А в остальном и без диагностики все ясно: инженер втюрился по уши. Во время скромных вечерних бдений он все более явно заигрывает, и это вынуждает ее держаться подальше от него, то есть отсиживаться у меня – мол, всему свое время. Владо, конечно, изрядный жмот, но тем не менее каждый субботний вечер ведет Лизу в кино, а по воскресеньям – в кафе.

Однако никаких существенных перемен в их отношениях пока не наблюдается, моя квартирантка в свободное от домашних забот время стучит на старенькой машинке, принесенной невесть откуда, и я напрасно жду, когда прозвучит заветная фраза: «Тони, я выполняю данное вам обещание – освобождаю ваш чулан». Впрочем, когда-нибудь я ее все-таки услышу.

«Однажды в ноябрьский воскресный день, ближе к вечеру…» Только до вечера еще далеко.

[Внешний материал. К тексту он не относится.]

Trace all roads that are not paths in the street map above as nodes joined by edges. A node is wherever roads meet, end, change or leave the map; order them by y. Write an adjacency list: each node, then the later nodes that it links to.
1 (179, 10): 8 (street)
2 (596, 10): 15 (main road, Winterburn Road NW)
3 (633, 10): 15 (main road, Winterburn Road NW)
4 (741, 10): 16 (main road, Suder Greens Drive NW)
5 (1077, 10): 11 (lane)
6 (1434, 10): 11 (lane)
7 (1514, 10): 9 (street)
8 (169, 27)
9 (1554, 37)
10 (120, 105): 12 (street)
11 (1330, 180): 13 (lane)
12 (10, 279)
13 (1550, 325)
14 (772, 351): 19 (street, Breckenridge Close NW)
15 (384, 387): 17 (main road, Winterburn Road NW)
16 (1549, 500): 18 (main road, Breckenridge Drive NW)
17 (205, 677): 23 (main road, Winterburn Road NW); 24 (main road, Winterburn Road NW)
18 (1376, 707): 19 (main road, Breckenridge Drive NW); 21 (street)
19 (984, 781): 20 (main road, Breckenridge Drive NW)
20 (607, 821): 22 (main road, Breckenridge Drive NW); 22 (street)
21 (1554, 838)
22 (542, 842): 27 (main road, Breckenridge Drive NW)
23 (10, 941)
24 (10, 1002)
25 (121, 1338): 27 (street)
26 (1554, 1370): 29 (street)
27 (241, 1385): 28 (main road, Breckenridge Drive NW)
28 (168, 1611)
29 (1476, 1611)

Сейчас раннее утро, кого-то уже принесло ко мне – в дверь звонят. Оказывается, воспитательница опять привела детей. От холодного ветра носишки у обоих красные.

– Нам не хочется злоупотреблять… но они, бедняжки, просят, – оправдывается женщина. – Я знаю, что эти малыши для вас чужие и вы не обязаны ими заниматься, но они…

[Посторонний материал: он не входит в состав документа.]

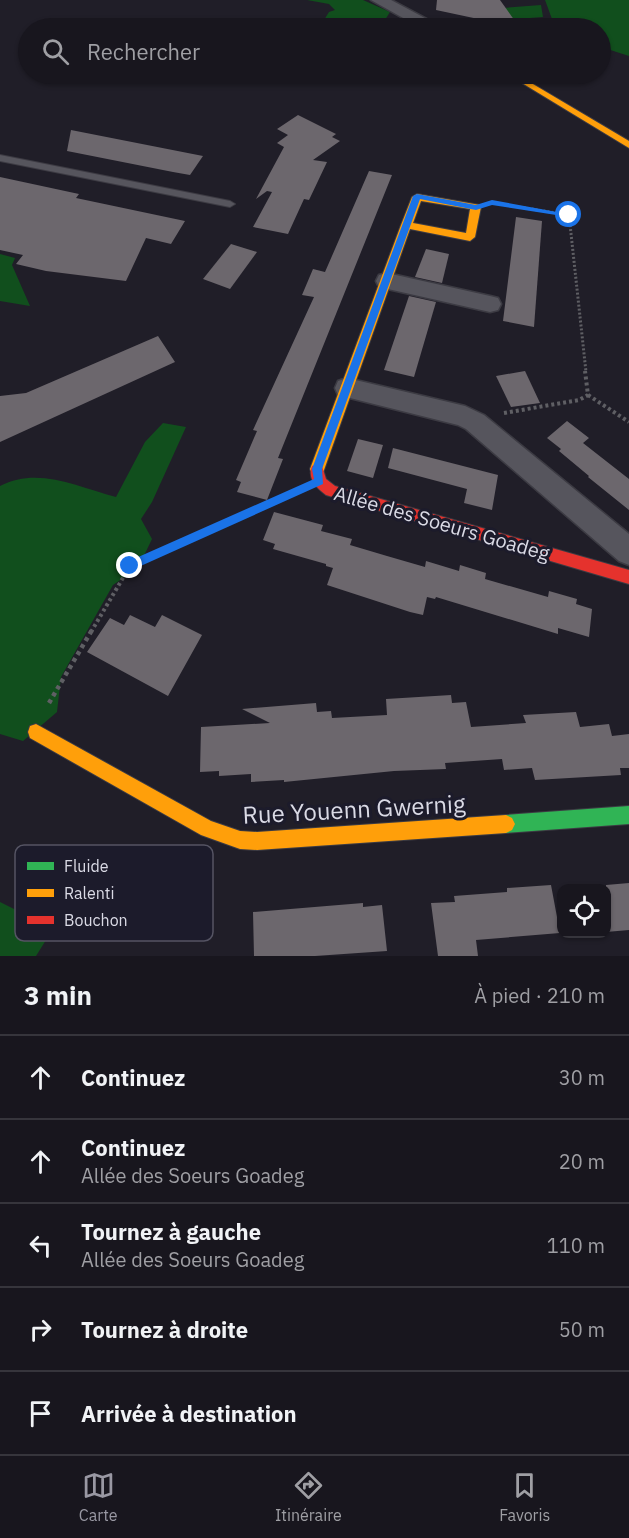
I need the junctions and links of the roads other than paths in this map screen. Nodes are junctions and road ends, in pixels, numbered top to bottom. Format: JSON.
{"nodes":[{"id":1,"x":379,"y":0,"type":"edge"},
{"id":2,"x":413,"y":18,"type":"edge"},
{"id":3,"x":528,"y":84,"type":"edge"},
{"id":4,"x":629,"y":145,"type":"edge"},
{"id":5,"x":0,"y":158,"type":"edge"},
{"id":6,"x":230,"y":204,"type":"dead end"},
{"id":7,"x":406,"y":225,"type":"junction"},
{"id":8,"x":387,"y":281,"type":"junction"},
{"id":9,"x":490,"y":304,"type":"dead end"},
{"id":10,"x":347,"y":388,"type":"junction"},
{"id":11,"x":629,"y":552,"type":"edge"},
{"id":12,"x":629,"y":577,"type":"edge"},
{"id":13,"x":42,"y":734,"type":"road end"},
{"id":14,"x":629,"y":815,"type":"edge"}],
"edges":[{"from":1,"to":2,"type":"street"},
{"from":3,"to":4,"type":"street"},
{"from":5,"to":6,"type":"lane"},
{"from":7,"to":7,"type":"street","name":"Allée des Soeurs Goadeg"},
{"from":7,"to":8,"type":"street","name":"Allée des Soeurs Goadeg"},
{"from":8,"to":9,"type":"street"},
{"from":8,"to":10,"type":"street","name":"Allée des Soeurs Goadeg"},
{"from":10,"to":11,"type":"street"},
{"from":10,"to":12,"type":"street","name":"Allée des Soeurs Goadeg"},
{"from":13,"to":14,"type":"street","name":"Rue Youenn Gwernig"}]}
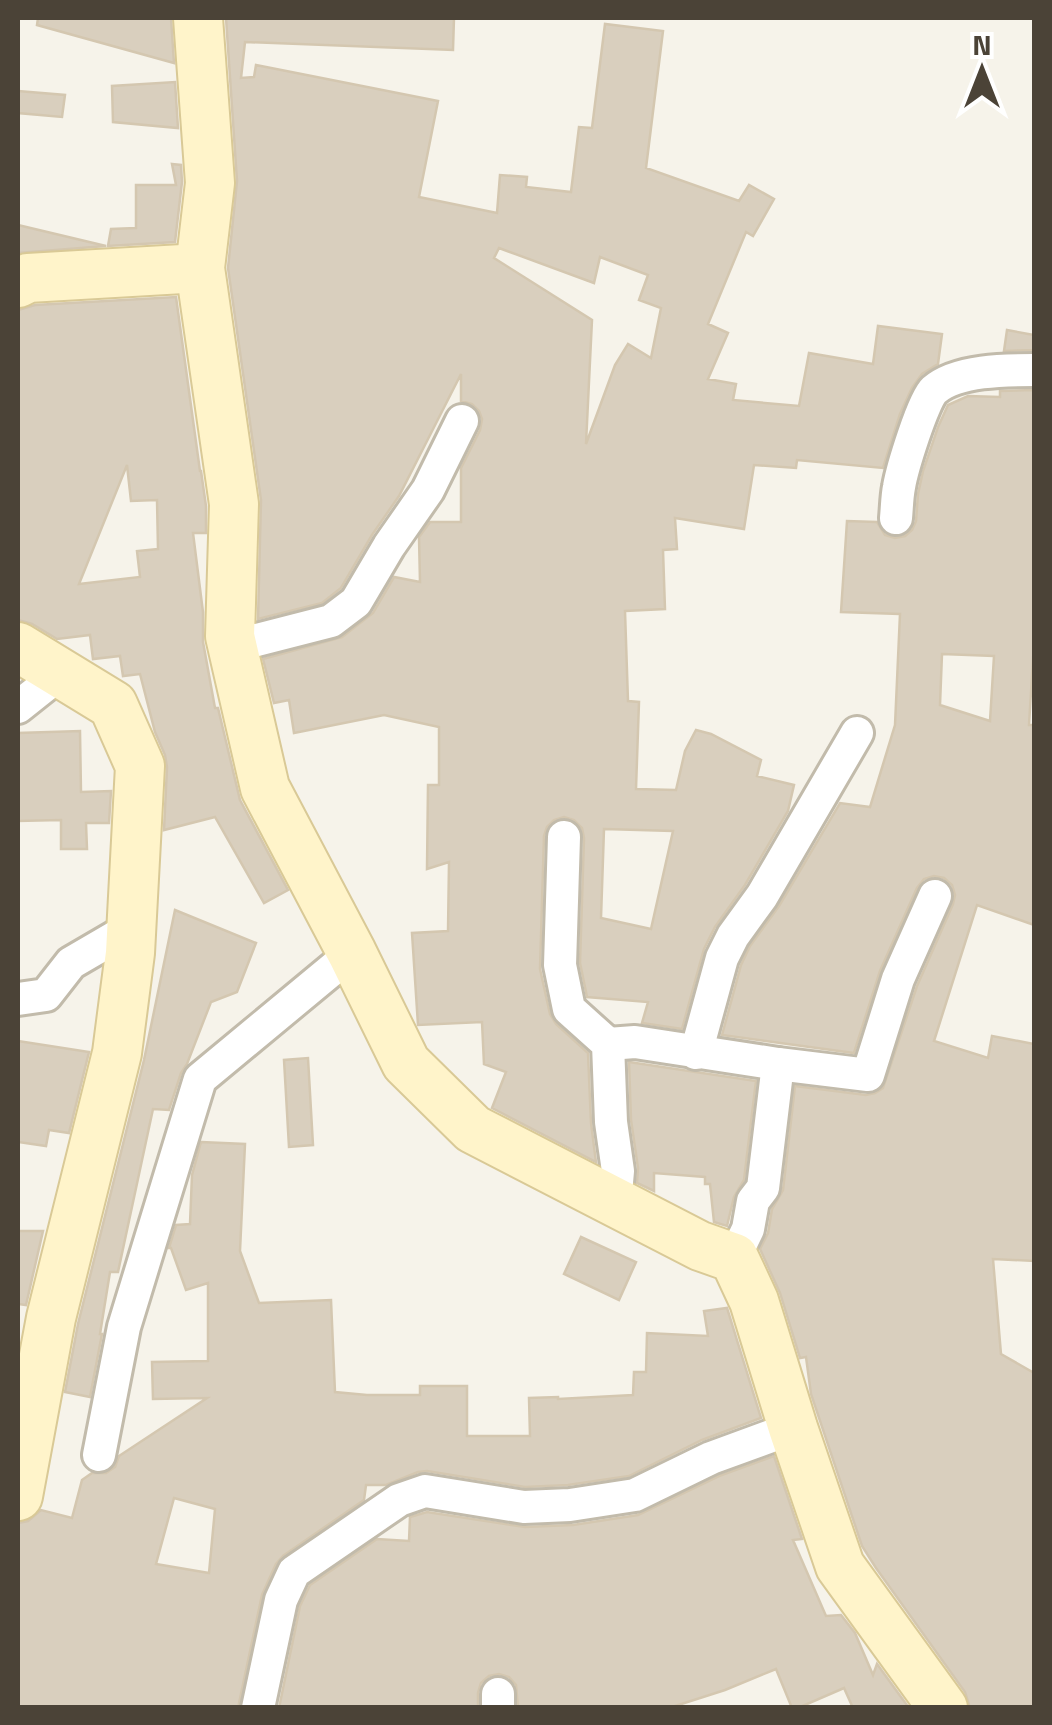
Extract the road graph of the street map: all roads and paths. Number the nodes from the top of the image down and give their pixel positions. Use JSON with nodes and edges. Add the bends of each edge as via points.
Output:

– Как это чужие? – прерываю я ее. – Я же их дядя. Скажи, Гошко, я дядя тебе, верно?

– Дядя, дядя! – подтверждает малыш звонким своим голоском.

– Дядя… – тихо произносит и Румяна, касаясь ручонкой моего рукава, как бы желая убедиться, что я есть, что я рядом.

– А вот и наши детки! – подает голос Лиза, подоспев из кухни. – Я знала, что вы сегодня придете. Я покупаю две булочки на завтрак, а сегодня купила четыре.

Весьма сомнительно, потому что они с Илиевым договорились идти в кино. Но одна маленькая деталь приводит меня в растерянность: Лиза отказывается от кино, чтобы мы могли погулять с детьми. Бедный инженер. Теперь он должен торчать на холоде, продавать билеты. Да и мне не позавидуешь. Похоже, я еще не скоро услышу долгожданную заветную фразу о моем чулане…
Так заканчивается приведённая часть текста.